*TASK*.
If a line in the records below contains the word "Tanglin", copy it.

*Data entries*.

= Beginning of Section =

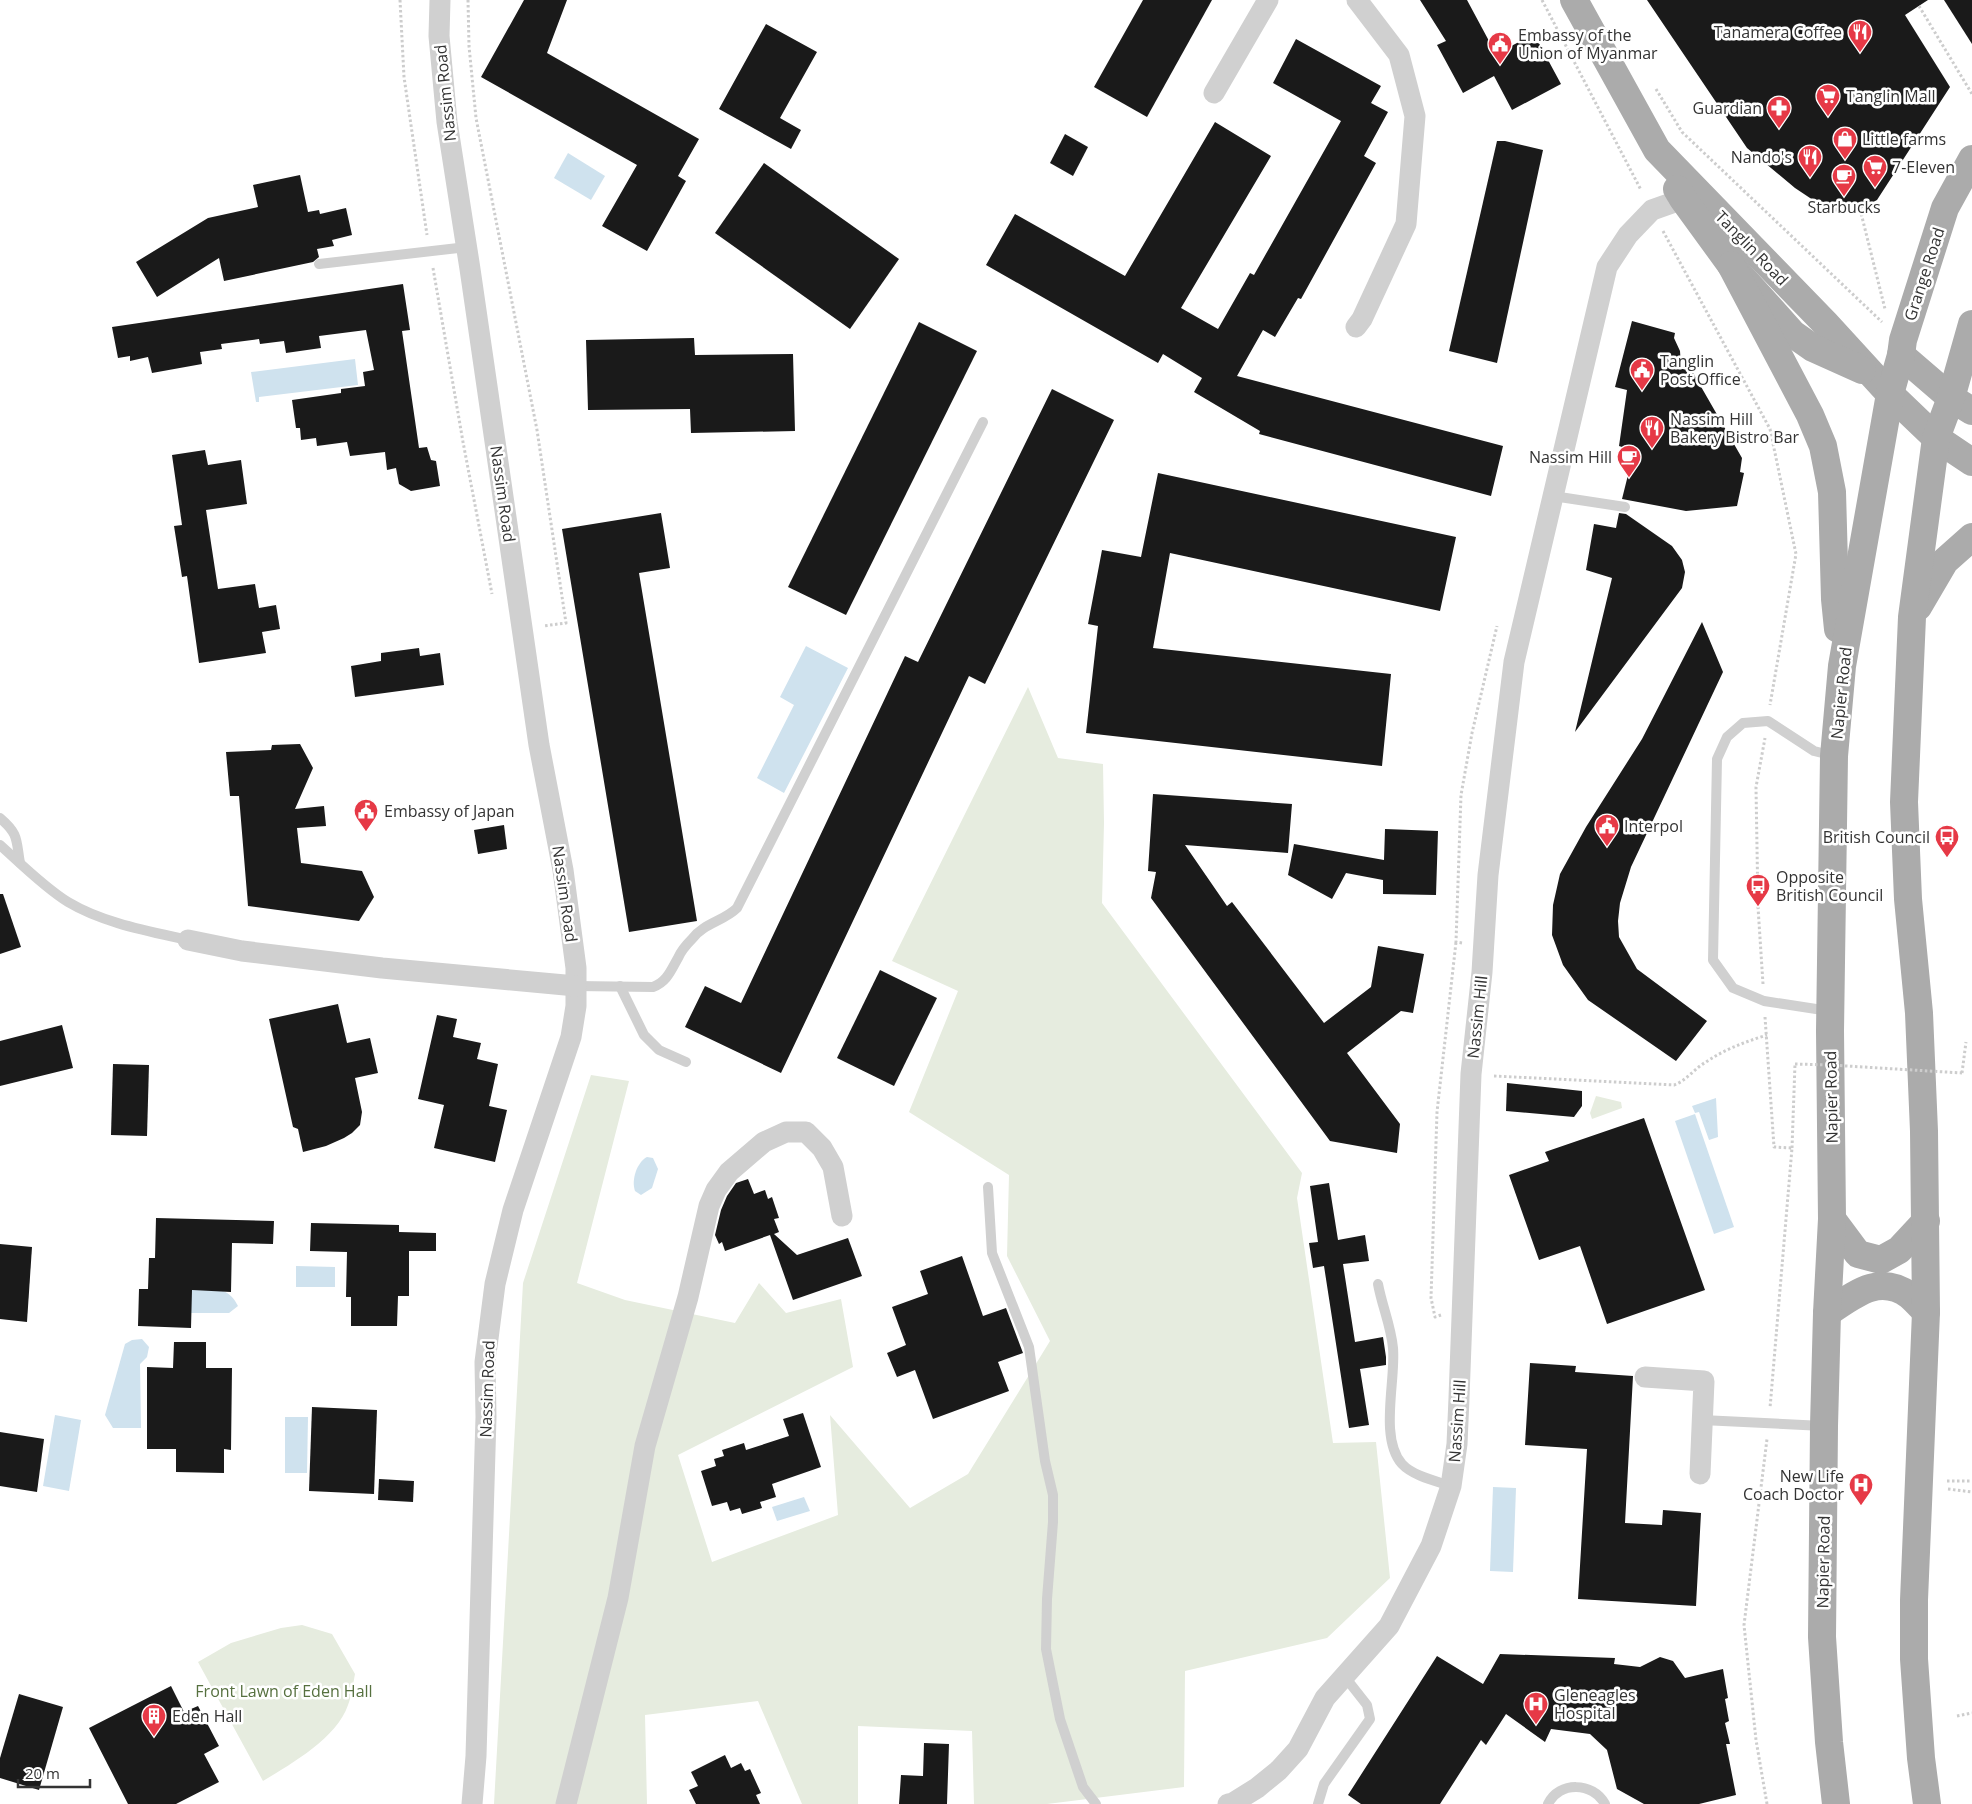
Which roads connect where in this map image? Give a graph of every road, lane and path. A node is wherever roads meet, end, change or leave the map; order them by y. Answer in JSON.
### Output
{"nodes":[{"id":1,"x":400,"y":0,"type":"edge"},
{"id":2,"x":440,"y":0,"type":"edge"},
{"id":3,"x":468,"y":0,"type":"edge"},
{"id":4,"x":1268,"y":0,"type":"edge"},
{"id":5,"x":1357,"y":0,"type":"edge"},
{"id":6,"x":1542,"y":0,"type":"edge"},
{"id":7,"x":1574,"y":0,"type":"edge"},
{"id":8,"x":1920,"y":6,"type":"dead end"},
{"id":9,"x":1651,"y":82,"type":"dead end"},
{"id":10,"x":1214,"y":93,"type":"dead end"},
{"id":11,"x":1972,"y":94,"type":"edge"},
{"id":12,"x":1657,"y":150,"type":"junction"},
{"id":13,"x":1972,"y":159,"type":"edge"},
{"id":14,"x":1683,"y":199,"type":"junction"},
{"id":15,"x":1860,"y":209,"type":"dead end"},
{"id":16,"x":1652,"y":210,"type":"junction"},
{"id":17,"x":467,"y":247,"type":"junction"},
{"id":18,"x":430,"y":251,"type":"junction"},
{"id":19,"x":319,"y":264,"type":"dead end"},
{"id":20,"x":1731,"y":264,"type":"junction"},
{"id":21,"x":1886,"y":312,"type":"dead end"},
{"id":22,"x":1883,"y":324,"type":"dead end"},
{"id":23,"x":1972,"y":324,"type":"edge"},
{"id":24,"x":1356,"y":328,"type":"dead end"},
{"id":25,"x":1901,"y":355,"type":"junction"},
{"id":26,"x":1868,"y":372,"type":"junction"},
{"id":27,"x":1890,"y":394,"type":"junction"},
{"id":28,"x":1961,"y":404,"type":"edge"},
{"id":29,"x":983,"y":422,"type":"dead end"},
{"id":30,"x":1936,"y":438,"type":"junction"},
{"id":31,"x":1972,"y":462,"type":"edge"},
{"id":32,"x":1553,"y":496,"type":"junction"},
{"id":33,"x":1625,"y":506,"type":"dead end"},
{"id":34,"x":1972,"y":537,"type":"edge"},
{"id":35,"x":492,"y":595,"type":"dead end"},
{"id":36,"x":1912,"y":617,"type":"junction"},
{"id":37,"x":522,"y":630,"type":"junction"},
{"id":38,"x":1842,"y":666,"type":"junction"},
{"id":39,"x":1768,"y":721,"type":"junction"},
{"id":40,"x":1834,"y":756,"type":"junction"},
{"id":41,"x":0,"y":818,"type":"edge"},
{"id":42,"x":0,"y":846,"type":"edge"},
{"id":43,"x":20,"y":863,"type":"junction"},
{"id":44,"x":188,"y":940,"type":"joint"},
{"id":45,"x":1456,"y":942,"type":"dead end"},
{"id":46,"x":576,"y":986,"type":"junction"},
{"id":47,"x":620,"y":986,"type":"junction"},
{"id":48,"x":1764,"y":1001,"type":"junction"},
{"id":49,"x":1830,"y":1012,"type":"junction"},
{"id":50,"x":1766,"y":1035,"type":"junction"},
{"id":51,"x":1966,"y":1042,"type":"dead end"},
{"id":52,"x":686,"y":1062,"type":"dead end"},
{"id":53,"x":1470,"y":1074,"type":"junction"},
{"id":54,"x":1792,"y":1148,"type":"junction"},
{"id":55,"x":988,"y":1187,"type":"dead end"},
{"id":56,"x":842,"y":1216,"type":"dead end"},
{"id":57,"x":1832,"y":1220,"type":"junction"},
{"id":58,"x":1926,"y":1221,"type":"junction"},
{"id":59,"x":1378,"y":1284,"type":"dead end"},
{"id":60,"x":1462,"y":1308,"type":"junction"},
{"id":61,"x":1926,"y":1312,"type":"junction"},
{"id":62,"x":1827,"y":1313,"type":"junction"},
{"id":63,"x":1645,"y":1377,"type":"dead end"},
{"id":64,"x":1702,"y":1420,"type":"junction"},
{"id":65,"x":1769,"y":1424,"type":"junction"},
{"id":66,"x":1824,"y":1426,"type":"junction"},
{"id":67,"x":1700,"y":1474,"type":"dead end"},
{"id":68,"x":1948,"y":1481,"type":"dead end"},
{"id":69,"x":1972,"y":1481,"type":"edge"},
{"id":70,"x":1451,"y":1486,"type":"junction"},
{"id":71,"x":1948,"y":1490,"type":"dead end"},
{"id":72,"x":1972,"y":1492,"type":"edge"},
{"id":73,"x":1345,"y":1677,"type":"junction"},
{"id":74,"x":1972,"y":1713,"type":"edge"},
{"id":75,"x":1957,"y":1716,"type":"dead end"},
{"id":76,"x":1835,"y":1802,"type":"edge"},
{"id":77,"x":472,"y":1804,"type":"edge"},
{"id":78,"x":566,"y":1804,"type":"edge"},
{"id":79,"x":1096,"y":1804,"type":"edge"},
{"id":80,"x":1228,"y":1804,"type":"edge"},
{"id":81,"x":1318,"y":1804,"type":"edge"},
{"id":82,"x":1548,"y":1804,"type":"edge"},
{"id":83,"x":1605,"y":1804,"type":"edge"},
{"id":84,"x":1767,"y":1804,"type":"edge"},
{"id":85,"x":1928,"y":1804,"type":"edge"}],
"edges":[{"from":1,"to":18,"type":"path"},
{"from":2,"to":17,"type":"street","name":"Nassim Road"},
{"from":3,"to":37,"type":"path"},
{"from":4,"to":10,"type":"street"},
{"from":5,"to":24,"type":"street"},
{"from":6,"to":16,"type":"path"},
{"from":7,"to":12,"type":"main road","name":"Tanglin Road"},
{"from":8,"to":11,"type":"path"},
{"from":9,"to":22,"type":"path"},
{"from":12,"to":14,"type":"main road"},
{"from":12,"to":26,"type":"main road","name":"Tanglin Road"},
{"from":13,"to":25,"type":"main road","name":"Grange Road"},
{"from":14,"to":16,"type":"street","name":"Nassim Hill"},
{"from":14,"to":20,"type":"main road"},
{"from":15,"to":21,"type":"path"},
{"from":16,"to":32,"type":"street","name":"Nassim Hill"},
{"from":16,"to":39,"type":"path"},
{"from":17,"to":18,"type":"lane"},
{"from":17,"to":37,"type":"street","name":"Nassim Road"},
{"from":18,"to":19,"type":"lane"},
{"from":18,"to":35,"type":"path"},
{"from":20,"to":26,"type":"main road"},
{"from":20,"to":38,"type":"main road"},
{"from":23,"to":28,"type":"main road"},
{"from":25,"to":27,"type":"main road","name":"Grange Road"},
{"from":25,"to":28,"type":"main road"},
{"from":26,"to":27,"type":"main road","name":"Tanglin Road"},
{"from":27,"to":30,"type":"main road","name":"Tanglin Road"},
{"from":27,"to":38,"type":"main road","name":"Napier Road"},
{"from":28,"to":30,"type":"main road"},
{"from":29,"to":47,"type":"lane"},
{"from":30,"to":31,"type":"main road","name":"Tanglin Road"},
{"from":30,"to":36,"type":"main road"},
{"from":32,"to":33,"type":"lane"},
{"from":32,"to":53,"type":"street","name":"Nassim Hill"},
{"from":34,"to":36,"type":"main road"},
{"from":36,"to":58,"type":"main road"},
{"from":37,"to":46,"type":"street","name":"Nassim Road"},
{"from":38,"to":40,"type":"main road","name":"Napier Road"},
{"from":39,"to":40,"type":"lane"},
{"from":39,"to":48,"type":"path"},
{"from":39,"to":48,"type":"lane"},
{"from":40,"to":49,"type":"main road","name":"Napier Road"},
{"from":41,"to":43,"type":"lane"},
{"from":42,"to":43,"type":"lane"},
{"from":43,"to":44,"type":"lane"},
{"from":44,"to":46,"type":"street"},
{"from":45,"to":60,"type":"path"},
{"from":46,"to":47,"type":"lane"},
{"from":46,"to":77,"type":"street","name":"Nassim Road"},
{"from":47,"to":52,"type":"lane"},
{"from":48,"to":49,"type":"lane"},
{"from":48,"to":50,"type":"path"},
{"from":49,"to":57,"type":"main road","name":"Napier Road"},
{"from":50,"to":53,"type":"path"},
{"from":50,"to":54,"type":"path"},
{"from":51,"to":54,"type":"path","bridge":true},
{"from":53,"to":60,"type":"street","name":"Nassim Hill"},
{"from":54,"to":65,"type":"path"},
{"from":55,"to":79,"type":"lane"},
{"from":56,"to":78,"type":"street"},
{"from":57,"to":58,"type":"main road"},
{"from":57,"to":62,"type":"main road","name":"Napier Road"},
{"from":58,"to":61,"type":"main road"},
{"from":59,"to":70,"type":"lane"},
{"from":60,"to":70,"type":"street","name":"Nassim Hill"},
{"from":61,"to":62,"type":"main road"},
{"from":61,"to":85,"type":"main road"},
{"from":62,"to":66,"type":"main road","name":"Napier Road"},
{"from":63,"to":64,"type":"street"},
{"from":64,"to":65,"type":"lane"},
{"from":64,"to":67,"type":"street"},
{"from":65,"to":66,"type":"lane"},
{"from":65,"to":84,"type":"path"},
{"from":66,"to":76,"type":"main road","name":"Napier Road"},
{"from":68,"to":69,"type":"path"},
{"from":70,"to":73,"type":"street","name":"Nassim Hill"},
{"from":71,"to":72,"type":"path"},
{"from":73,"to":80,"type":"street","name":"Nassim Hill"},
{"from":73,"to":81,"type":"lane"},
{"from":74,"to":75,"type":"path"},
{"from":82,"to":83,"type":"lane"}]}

= End of Section =

*EXERCISE RESULT*.
{"from":7,"to":12,"type":"main road","name":"Tanglin Road"},
{"from":12,"to":26,"type":"main road","name":"Tanglin Road"},
{"from":26,"to":27,"type":"main road","name":"Tanglin Road"},
{"from":27,"to":30,"type":"main road","name":"Tanglin Road"},
{"from":30,"to":31,"type":"main road","name":"Tanglin Road"},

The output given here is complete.